What’s interesting is that the fashion world is giving wallpaper something of a second wind. “Wallpaper has been saturated in terms of interiors,” said set designer Stefan Beckman. “But I think now fashion designers are looking at those kinds of prints in different ways to reinterpret them.” Mr. Beckman stands squarely at the intersection of fashion and furniture having worked closely with Marc Jacobs on his elaborate runway environments for many seasons and on photo shoots with Karl Lagerfeld, whose historic mansion on Lake Champlain he decorated. “Most designers have a clear vision of things they like and dislike,” Mr. Beckman said. “Their personal spaces reflect that.” He reported that Mr. Jacobs, who is renovating his New York apartment, is currently jonesing for ’20s-era antiques. “I feel like there’s an appreciation, and a lot of designers can take and reinterpret their design in an interior space,” Mr. Beckman said of the two aesthetic disciplines.

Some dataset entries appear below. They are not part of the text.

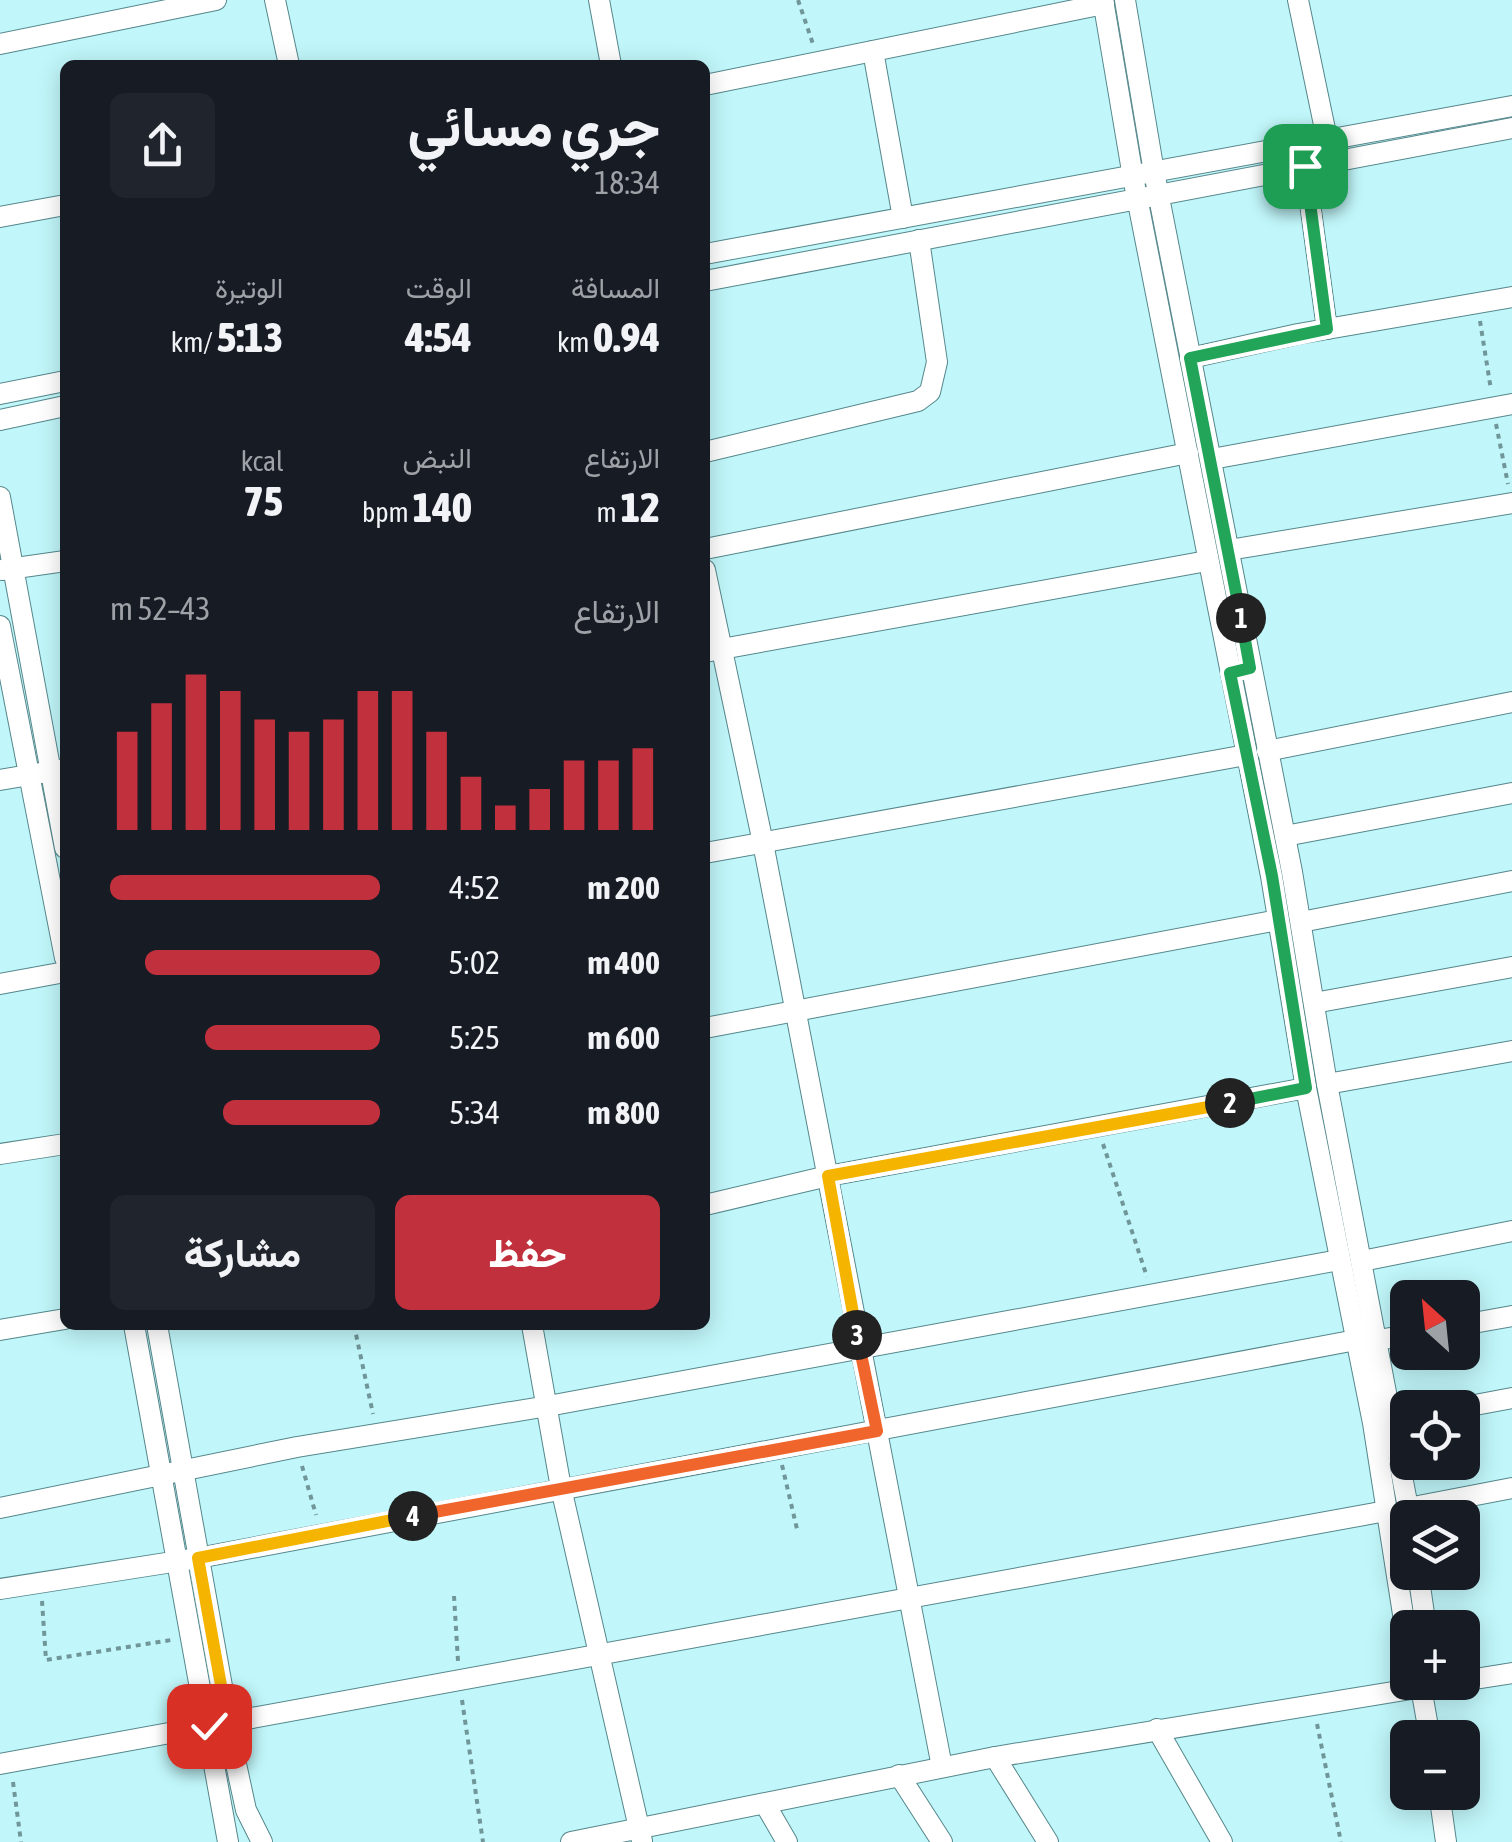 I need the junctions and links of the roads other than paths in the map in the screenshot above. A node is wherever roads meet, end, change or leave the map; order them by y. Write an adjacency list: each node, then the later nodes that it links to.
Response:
1 (216, 0): 6 (street)
2 (275, 0): 8 (street)
3 (600, 0): 9 (street)
4 (1298, 0): 13 (street)
5 (1117, 1): 7 (street); 15 (street)
6 (0, 44)
7 (873, 51): 10 (street); 19 (street)
8 (288, 60)
9 (610, 60)
10 (710, 85)
11 (1512, 106): 13 (street)
12 (1512, 128): 14 (street)
13 (1328, 139): 15 (street)
14 (1305, 166): 16 (street); 24 (street)
15 (1143, 175): 16 (street); 19 (street)
16 (1148, 198): 20 (street); 25 (street); 32 (street)
17 (60, 206): 18 (street)
18 (0, 218)
19 (903, 218): 21 (street)
20 (919, 240): 22 (street); 31 (street)
21 (710, 253)
22 (710, 279)
23 (1512, 297): 24 (street)
24 (1327, 329): 25 (street)
25 (1190, 358): 33 (street)
26 (60, 382): 27 (street)
27 (0, 394)
28 (1512, 404): 33 (street)
29 (60, 407): 30 (street)
30 (0, 420)
31 (710, 451)
32 (1188, 453): 36 (street); 38 (street)
33 (1212, 460): 37 (street)
34 (0, 497): 40 (street)
35 (1512, 504): 37 (street)
36 (710, 547)
37 (1229, 550): 44 (street)
38 (1208, 561): 43 (street); 44 (street)
39 (60, 563): 40 (street)
40 (6, 570): 47 (street)
41 (710, 620): 43 (street)
42 (0, 626): 47 (street)
43 (713, 650): 52 (street)
44 (1240, 670): 46 (street)
45 (1512, 702): 46 (street)
46 (1257, 753): 51 (street); 52 (street); 56 (street)
47 (49, 771): 48 (street); 50 (street); 55 (street)
48 (0, 780)
49 (1512, 793): 51 (street)
50 (60, 824)
51 (1285, 836): 57 (street)
52 (763, 843): 53 (street); 62 (street)
53 (710, 852)
54 (1512, 881): 57 (street)
55 (60, 900)
56 (1278, 920): 62 (street); 65 (street)
57 (1301, 922): 61 (street)
58 (1512, 967): 61 (street)
59 (60, 973): 60 (street)
60 (0, 984)
61 (1314, 1003): 65 (street)
62 (794, 1014): 63 (street); 68 (street)
63 (710, 1027)
64 (1512, 1052): 65 (street)
65 (1316, 1086): 68 (street); 69 (street)
66 (60, 1145): 67 (street)
67 (0, 1154)
68 (828, 1176): 70 (street); 84 (street)
69 (1337, 1194): 72 (street); 73 (street)
70 (710, 1205)
71 (1512, 1231): 73 (street)
72 (1339, 1260): 82 (street); 84 (street)
73 (1362, 1261): 83 (street)
74 (1512, 1316): 76 (street)
75 (60, 1320): 77 (street)
76 (1480, 1322)
77 (0, 1330)
78 (135, 1330): 91 (street)
79 (158, 1330): 90 (street)
80 (533, 1330): 88 (street)
81 (1390, 1338): 83 (street)
82 (1356, 1340): 89 (street); 96 (street)
83 (1378, 1340): 85 (street)
84 (859, 1346): 88 (street); 89 (street)
85 (1393, 1390)
86 (1512, 1398): 87 (street)
87 (1480, 1404)
88 (548, 1406): 90 (street); 92 (street)
89 (877, 1431): 92 (street); 99 (street)
90 (183, 1471): 91 (street); 97 (street)
91 (161, 1475): 95 (street); 97 (street)
92 (561, 1488): 97 (street); 101 (street)
93 (1512, 1488): 94 (street)
94 (1463, 1500)
95 (0, 1508)
96 (1386, 1511): 99 (street); 100 (street)
97 (188, 1559): 98 (street); 105 (street); 105 (street)
98 (0, 1590)
99 (911, 1598): 101 (street); 109 (street)
100 (1402, 1610)
101 (596, 1655): 105 (street); 113 (street)
102 (1512, 1673): 103 (street)
103 (1480, 1678)
104 (1390, 1690): 106 (street)
105 (219, 1725): 108 (street); 114 (street); 115 (street)
106 (1157, 1729): 107 (street); 120 (street)
107 (995, 1757): 109 (street); 119 (street)
108 (5, 1764)
109 (942, 1767): 110 (street)
110 (899, 1776): 111 (street); 118 (street)
111 (766, 1804): 113 (street); 117 (street)
112 (1442, 1810): 121 (street)
113 (640, 1836): 116 (street)
114 (228, 1842)
115 (262, 1842)
116 (571, 1842)
117 (787, 1842)
118 (942, 1842)
119 (1048, 1842)
120 (1222, 1842)
121 (1446, 1842) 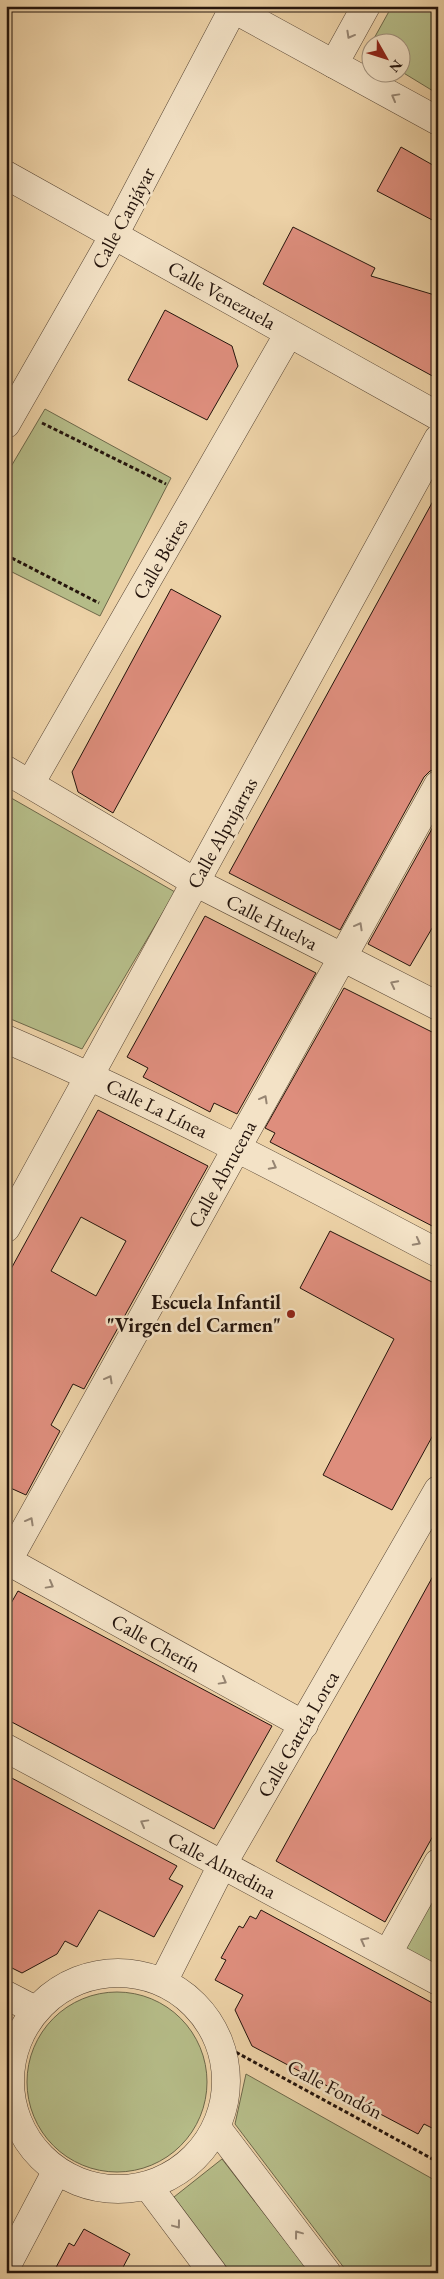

Clockwise from top left: “Room 316, Howard Johnson’s, Battle Creek, Michigan, July 16, 1973” by Stephen Shore (Uncommon Places, Aperture 2008); Bridgeman Art Library; Graeme Boyle for The Wall Street Journal; Courtesy Pierre Frey

Clockwise from top left: THE LOOK: Faux bois at Rodarte. INSPIRATION: Stephen Shore photographs (shown) and suburban California in the 1970s; THE LOOK: Weaving patterns at Proenza Schouler. INSPIRATION: Native American textiles; THE LOOK: Palm fronds at House of Holland. INSPIRATION: The wallpaper at the Manhattan restaurant Indochine; THE LOOK: A trompe l’oeil print at Balenciaga. INSPIRATION: Vintage floral wallpaper.

Looking forward to fall, fashion’s obsession with furnishings continues to evolve. At Balenciaga, creative director Nicolas Ghesquière—whose refined eye has long been trained on the decorative arts— traded the Formica and Eames-inspired plastics of last fall’s collection for a vivid floral print, an idea that grew out of the vintage Pierre Frey wallpaper he used in the presentation of his print-centric pre-fall collection. Mr. Ghesquière emphasized the two-dimensionality of the stuff, and added a sharp modern twist, by backing the pieces in black. And if you look closely at the edges of the draped skirts, you’ll see a trompe l’oeil tearing away of the paper.

Elsewhere, Jil Sander designer Raf Simons conjured the work of furniture designer Jacques Adnet, creating architectural booties in Mr. Adnet’s signature black leather and metal. At Marni, geometric tile prints, which recall modern architecture, worked equally on both the actual flooring of the runway and the clothes that came down it. Meanwhile Jason Wu found inspiration for his clever Baroque sportif collection from Robert Polidori’s book of photographs documenting the 25-year restoration of Versailles, “Parcours Muséologique Revisité.” “You’d have modern equipment next to really traditional, beautiful décor,” said Mr. Wu. “It gave me a new take on Baroque, which is such a well-worn reference.”

But not all of the source material is so precious. Mr. Beckman points to Proenza Schouler’s updated Native American prints. “To me that’s definitely coming from an interior base, things that would normally be used for rugs and sofas,” he said. There’s certainly nothing overdone about the humble crocheted Afghan motifs that Christopher Kane used for his fall show.

Ultimately, it’s a porous border between the two worlds. To wit, Rick Owens designs beautiful furniture, and former Emanuel Ungaro designer Vincent Darré now devotes himself entirely to the same pursuit at his Parisian shop Maison Darré on Rue du Mont Thabor. Those examples are just the tip of the iceberg. “There is a literal connection in a way [between clothing and interiors],” said Ms. Katrantzou. “Both cover you and your body. They have the same qualities of perfecting you and making you quite comfortable.”